Environmental humanities scholars in Canada have been coming together to explore possible intersections with the digital humanities for several years. First, digital humanities (dh) offer new communication tools that are important for a field like ours with broad public significance and networks of scholars around the world. Second, tools for visualization are relevant in the interdisciplinary context of the environmental humanities (eh), where mapping spatial relationships and constructing time lines can reveal interesting patterns over time and space. Third, digital analysis tools allow for engaging with large volumes of information, so as to get an overview of a field while also zooming in on specific words, details, or nuances.

The interest in bringing together eh and dh was formalized with a two-day workshop at McGill University in September 2013, hosted by Stephanie Posthumus and Stéfan Sinclair, an environmental humanities scholar and a digital humanities scholar, respectively. eh scholars from cultural studies, history, literary studies, philosophy, film studies, and more met with a number of dh scholars to share research projects, tools, and ideas. These people, projects, and tools can be browsed at the workshop's website: dig-eh.org. (The title is a pun on an Anglo-Canadian form of speech, "eh.")

This forum is a direct outcome of that eh-dh network. In what follows, a small group of Canadian and French scholars experiment with a digital project called An Inquiry into Modes of Existence (aime), which is led by French science studies theorist Bruno Latour, an influential [End Page 110] figure for many in ecocriticism. Because Latour's digital project is a bilingual French-English one, we decided to gather a bilingual group and to invite a French scholar to join us. Guillaume Blanc and Stephanie Posthumus read aime's text in French, while the rest primarily read in English. When our group discussed how to pronounce the aime acronym, environmental philosopher and French-English translator Brett Buchanan pointed out that it might best be read in French as "love" (from the verb "aimer").

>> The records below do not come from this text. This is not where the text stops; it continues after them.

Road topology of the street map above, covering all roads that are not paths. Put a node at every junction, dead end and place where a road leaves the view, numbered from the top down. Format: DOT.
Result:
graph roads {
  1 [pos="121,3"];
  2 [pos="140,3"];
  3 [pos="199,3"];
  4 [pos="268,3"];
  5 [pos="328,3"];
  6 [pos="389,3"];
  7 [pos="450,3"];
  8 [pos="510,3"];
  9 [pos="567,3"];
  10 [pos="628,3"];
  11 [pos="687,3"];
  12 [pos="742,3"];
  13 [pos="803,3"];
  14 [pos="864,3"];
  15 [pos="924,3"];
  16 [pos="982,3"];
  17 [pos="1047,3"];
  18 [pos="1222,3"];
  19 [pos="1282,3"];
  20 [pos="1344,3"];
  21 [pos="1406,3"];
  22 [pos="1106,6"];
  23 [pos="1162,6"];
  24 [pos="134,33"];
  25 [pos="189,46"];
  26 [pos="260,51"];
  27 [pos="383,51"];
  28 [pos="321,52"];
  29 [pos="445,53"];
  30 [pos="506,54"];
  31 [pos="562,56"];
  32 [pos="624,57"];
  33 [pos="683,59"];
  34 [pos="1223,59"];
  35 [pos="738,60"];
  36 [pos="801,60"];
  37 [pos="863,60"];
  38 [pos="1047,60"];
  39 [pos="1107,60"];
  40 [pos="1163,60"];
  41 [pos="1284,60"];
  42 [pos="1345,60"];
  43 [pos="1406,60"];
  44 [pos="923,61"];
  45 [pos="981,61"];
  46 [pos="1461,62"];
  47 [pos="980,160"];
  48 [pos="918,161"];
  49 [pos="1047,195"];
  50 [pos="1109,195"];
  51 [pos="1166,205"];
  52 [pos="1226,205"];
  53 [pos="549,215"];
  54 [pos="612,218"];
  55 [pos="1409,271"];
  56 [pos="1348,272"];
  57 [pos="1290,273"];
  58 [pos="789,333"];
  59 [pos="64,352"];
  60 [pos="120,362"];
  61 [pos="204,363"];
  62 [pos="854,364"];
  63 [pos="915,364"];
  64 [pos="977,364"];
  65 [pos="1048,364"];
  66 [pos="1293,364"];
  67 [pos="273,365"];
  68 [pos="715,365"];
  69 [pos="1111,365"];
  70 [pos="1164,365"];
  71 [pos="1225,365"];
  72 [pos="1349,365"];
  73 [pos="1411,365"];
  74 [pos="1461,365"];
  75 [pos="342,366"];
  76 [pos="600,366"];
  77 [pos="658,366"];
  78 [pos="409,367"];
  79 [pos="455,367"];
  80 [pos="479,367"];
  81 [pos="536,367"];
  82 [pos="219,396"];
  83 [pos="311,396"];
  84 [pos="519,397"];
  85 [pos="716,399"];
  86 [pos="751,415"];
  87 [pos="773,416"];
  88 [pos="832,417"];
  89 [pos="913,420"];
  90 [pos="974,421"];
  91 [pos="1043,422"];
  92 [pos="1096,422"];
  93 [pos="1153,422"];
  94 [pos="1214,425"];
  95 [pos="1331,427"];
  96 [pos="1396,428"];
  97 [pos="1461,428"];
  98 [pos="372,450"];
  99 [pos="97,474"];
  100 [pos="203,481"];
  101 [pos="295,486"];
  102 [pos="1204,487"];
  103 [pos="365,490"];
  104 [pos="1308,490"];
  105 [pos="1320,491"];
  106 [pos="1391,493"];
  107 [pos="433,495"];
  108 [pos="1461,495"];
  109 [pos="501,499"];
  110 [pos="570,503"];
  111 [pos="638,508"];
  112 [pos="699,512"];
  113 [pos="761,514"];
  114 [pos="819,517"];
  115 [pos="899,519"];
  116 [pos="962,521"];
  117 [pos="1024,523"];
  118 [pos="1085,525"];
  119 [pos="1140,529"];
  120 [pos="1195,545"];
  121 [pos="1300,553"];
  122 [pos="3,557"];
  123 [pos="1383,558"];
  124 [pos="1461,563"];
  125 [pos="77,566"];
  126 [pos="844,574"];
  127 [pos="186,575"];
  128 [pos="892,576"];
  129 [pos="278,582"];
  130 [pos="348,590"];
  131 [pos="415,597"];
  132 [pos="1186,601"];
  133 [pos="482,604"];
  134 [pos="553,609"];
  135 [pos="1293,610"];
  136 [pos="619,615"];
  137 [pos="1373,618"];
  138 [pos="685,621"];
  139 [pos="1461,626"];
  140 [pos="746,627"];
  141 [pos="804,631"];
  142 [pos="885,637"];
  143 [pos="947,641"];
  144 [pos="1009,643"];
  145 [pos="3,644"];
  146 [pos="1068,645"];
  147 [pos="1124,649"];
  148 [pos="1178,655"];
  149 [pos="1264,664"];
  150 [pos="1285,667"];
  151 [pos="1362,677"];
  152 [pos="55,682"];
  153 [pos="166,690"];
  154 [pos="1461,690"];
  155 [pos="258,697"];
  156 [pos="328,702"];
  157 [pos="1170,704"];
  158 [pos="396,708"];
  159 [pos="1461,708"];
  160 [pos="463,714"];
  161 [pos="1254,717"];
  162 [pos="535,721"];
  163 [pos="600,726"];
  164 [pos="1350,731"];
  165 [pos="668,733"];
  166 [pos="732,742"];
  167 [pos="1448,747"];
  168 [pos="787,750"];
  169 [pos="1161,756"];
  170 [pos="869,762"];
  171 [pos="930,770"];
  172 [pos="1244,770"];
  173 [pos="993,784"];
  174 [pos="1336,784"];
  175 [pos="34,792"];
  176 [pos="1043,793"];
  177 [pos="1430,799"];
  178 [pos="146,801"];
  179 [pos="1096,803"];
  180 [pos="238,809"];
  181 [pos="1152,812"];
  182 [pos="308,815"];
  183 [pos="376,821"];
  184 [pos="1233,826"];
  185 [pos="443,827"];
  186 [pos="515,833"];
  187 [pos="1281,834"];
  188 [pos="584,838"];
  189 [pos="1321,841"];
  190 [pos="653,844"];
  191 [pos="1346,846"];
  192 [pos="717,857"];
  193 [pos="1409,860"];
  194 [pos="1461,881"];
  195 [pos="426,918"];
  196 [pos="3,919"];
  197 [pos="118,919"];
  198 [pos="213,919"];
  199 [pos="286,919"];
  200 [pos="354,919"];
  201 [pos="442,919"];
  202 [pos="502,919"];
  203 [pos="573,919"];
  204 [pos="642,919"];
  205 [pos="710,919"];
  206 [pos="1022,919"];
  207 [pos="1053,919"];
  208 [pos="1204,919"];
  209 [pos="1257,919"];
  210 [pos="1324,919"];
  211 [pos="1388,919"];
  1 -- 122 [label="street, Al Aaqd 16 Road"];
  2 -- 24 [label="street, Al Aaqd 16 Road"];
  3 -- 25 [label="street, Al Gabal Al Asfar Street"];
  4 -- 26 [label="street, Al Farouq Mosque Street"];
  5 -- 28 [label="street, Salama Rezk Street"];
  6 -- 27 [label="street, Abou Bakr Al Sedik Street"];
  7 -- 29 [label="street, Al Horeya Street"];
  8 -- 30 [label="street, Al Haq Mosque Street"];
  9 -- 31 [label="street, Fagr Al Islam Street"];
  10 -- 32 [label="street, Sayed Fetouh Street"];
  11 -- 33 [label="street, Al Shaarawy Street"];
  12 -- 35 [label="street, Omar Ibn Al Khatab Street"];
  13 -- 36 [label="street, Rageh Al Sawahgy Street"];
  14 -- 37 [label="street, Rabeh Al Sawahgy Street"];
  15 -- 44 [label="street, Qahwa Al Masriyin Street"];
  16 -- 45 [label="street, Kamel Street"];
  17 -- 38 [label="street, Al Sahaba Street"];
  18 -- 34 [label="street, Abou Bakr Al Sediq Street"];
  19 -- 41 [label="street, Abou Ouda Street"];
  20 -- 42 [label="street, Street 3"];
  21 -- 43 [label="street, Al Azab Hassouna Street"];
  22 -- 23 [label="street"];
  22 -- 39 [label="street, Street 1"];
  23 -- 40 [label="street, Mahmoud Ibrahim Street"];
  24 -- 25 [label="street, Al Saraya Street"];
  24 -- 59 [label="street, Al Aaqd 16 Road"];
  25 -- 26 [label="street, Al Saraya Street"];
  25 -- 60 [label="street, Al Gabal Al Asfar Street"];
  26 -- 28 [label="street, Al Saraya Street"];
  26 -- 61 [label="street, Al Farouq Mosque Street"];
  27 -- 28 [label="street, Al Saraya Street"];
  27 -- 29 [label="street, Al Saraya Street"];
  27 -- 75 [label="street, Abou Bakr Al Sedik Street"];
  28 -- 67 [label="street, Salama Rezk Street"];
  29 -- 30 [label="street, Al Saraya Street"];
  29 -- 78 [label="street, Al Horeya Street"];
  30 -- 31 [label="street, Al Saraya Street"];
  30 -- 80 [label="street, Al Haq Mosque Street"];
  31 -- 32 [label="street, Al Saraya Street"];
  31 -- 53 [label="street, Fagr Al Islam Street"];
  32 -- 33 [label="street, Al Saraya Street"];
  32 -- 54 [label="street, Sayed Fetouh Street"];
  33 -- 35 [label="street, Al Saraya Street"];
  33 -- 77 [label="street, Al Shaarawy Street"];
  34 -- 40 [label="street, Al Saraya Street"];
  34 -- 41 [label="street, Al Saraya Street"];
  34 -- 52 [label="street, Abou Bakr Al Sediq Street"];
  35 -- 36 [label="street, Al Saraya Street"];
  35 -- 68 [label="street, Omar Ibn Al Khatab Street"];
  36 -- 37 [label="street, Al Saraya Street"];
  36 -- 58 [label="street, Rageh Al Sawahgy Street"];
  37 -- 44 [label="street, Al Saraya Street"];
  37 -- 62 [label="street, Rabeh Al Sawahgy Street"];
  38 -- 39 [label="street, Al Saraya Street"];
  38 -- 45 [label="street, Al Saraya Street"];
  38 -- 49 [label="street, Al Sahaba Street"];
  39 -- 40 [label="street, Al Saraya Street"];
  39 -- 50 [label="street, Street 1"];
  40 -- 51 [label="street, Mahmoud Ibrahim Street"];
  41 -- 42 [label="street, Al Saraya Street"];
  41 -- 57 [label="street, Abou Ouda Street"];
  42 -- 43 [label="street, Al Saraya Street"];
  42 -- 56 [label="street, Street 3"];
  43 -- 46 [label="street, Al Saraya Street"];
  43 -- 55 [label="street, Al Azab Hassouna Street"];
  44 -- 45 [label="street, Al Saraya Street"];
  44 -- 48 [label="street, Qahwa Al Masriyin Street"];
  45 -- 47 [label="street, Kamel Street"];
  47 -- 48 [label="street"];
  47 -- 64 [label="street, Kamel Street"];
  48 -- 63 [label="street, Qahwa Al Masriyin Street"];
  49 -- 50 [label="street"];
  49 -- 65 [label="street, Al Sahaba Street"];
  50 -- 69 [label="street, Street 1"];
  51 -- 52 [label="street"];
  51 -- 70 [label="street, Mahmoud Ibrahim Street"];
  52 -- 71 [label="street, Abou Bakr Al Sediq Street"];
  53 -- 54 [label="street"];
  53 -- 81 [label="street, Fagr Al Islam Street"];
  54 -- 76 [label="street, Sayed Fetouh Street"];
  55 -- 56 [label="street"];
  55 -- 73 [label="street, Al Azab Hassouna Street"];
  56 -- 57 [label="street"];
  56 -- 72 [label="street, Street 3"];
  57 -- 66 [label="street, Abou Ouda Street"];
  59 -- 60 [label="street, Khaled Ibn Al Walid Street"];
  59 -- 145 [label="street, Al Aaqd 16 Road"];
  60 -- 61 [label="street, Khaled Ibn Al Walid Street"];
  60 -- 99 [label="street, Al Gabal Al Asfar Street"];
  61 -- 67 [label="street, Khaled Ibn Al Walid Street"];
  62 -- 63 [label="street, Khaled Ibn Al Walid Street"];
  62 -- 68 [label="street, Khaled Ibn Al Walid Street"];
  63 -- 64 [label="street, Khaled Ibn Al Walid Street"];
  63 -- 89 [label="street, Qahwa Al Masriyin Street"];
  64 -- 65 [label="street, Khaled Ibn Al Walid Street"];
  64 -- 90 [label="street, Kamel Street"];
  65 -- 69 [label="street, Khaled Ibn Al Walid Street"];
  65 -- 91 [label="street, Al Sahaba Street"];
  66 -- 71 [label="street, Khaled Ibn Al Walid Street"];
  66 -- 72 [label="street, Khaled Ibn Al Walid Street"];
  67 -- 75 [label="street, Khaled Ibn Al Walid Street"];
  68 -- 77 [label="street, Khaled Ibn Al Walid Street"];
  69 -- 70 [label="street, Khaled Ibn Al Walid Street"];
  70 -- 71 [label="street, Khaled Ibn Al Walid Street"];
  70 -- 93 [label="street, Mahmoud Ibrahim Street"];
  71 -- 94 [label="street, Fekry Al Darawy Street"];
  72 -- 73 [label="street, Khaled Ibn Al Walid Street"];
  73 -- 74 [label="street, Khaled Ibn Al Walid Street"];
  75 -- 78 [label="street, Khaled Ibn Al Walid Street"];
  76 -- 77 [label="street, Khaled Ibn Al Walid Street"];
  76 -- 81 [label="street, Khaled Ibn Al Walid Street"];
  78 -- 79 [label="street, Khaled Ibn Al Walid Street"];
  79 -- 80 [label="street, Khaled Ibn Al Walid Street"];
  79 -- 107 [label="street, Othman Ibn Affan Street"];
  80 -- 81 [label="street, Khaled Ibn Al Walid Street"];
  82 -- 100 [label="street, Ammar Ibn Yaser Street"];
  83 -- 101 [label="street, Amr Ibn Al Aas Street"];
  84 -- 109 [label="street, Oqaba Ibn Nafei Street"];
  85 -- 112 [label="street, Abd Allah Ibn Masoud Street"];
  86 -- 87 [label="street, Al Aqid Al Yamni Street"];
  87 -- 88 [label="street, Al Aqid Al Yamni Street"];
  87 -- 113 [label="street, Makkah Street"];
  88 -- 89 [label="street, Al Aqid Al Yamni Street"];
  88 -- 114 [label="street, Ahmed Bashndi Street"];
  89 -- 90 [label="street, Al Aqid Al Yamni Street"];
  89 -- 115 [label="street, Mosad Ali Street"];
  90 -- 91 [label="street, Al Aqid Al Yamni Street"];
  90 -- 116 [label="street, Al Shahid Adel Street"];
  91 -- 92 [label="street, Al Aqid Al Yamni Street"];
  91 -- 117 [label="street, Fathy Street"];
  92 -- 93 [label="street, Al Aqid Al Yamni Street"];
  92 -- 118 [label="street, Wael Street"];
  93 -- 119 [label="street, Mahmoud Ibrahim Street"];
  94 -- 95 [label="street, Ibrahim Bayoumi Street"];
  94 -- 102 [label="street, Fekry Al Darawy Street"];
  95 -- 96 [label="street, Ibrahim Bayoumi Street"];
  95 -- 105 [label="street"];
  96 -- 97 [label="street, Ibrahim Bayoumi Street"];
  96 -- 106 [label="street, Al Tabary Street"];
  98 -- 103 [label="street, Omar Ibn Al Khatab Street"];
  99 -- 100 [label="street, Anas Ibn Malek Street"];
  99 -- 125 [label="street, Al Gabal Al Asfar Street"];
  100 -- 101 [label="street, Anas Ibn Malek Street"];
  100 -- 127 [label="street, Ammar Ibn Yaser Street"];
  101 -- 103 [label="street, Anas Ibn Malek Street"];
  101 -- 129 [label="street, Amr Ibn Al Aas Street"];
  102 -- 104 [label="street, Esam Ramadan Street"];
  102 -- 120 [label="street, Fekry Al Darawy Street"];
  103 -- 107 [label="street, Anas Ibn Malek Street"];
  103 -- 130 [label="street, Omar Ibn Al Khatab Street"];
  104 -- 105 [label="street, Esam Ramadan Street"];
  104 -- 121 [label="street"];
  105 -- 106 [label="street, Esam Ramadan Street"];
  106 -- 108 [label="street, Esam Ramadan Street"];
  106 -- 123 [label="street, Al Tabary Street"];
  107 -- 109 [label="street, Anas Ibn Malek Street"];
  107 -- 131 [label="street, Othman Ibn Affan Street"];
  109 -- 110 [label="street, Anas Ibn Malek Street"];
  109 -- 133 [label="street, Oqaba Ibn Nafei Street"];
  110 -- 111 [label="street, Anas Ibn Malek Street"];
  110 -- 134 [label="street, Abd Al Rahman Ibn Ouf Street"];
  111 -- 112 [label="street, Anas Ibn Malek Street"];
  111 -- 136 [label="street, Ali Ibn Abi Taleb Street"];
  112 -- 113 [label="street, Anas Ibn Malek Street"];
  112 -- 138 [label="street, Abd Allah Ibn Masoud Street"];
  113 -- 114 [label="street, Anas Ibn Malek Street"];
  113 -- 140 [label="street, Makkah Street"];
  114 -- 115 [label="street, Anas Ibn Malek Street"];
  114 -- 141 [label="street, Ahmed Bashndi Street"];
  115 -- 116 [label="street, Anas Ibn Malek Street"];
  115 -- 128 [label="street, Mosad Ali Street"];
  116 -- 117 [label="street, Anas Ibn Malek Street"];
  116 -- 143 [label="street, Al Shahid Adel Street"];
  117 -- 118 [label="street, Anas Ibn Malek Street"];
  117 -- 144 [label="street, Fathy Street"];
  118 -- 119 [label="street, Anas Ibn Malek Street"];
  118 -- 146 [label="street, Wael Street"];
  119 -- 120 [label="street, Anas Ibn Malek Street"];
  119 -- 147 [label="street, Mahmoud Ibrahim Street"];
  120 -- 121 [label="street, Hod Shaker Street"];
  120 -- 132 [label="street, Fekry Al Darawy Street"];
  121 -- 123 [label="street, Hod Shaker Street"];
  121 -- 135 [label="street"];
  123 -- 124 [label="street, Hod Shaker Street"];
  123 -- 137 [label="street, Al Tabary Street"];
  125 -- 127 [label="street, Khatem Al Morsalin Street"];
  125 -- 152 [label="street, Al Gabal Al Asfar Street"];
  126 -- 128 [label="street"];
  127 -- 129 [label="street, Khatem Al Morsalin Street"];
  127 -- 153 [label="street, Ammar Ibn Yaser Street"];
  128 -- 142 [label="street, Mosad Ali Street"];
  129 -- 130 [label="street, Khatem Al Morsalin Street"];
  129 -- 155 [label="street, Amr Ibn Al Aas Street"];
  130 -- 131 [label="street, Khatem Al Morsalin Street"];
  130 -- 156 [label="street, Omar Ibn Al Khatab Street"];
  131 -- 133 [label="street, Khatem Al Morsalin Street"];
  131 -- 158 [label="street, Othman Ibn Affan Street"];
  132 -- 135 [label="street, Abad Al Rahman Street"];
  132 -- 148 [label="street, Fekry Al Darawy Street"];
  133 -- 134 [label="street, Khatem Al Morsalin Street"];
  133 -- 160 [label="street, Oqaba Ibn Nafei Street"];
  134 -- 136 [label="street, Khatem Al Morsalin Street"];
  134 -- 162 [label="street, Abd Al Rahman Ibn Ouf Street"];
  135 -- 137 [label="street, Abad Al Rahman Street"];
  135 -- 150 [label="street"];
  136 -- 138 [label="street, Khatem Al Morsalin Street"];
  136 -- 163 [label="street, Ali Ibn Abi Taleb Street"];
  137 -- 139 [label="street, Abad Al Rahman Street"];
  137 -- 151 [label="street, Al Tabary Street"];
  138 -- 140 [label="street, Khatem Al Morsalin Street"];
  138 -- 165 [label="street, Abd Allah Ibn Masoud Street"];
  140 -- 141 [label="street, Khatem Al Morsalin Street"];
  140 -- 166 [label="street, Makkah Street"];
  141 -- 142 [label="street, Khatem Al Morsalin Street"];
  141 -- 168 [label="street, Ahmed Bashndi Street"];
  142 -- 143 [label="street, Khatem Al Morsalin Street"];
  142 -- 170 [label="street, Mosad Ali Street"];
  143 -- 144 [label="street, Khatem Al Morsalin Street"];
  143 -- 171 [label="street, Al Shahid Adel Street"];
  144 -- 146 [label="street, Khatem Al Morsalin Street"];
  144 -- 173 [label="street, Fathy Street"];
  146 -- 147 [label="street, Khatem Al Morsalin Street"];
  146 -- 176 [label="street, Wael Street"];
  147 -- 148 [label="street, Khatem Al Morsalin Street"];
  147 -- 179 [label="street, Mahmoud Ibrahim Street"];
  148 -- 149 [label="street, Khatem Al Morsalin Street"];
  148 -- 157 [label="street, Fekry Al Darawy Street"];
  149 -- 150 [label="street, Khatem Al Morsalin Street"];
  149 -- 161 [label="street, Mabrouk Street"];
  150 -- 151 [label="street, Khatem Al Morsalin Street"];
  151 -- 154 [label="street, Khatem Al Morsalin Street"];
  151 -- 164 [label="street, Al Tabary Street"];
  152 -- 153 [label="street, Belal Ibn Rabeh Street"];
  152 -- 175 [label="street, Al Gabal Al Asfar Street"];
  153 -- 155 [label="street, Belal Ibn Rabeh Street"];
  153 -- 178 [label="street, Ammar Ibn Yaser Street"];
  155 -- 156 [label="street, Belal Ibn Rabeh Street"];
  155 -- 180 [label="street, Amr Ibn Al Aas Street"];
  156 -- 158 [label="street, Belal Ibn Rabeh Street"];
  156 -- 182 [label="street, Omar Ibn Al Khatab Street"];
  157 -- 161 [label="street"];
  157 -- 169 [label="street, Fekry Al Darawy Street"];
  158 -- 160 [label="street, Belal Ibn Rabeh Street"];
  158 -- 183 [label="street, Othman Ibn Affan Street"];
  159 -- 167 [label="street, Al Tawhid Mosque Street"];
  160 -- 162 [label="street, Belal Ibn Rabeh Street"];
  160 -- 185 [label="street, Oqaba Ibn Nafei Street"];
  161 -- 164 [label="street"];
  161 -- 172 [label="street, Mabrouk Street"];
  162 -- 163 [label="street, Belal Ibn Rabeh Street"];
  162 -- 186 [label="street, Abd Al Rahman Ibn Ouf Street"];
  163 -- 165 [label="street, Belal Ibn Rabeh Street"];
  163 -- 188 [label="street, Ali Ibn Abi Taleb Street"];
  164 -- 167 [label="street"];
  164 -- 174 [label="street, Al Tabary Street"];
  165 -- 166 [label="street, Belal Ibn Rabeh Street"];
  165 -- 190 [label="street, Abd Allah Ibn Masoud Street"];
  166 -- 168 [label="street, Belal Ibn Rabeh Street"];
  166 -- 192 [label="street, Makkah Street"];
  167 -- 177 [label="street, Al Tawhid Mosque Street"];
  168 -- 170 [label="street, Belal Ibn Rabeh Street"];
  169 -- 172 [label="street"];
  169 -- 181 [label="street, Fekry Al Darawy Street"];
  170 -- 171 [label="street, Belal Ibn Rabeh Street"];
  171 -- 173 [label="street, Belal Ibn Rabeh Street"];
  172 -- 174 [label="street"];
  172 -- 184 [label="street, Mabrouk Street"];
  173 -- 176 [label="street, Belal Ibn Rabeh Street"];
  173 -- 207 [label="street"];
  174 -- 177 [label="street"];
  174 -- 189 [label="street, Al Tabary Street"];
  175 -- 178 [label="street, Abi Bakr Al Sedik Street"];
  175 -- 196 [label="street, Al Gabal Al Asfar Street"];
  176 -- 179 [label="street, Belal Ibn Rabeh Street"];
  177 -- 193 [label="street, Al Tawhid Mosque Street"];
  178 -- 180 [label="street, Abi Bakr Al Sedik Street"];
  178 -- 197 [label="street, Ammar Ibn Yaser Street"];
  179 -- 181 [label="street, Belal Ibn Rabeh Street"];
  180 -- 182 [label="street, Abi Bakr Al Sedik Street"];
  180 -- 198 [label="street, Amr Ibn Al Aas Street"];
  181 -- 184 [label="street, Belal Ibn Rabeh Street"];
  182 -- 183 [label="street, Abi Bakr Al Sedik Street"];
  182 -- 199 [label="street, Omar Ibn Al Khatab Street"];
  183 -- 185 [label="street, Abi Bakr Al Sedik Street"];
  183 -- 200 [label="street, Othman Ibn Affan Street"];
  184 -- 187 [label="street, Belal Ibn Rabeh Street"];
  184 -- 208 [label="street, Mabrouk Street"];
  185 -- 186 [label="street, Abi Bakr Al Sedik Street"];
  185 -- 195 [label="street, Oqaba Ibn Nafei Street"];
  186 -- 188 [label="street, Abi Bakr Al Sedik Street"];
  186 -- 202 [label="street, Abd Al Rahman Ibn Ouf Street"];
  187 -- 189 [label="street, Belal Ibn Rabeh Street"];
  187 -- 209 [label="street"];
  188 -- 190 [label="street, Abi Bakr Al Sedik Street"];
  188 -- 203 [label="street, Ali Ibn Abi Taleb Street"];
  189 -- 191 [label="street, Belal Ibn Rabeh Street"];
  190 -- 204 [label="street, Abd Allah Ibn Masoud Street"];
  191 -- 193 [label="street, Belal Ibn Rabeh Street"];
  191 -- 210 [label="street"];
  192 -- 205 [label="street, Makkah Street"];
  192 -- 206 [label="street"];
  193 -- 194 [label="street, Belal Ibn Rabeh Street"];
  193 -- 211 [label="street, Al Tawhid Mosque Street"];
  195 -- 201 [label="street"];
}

Collaboration. Experimentation. Open access and open-ended texts. Communities of readers and peer-edited comments. Does Bruno's Latour's An Inquiry into Modes of Existence (http://modesofexistence.org) project suggest possibilities for how digital formats might change the way we approach scholarship, publication, and peer editing in the environmental humanities? How does it provoke? Who does it provoke? What are its possibilities? What are its limits?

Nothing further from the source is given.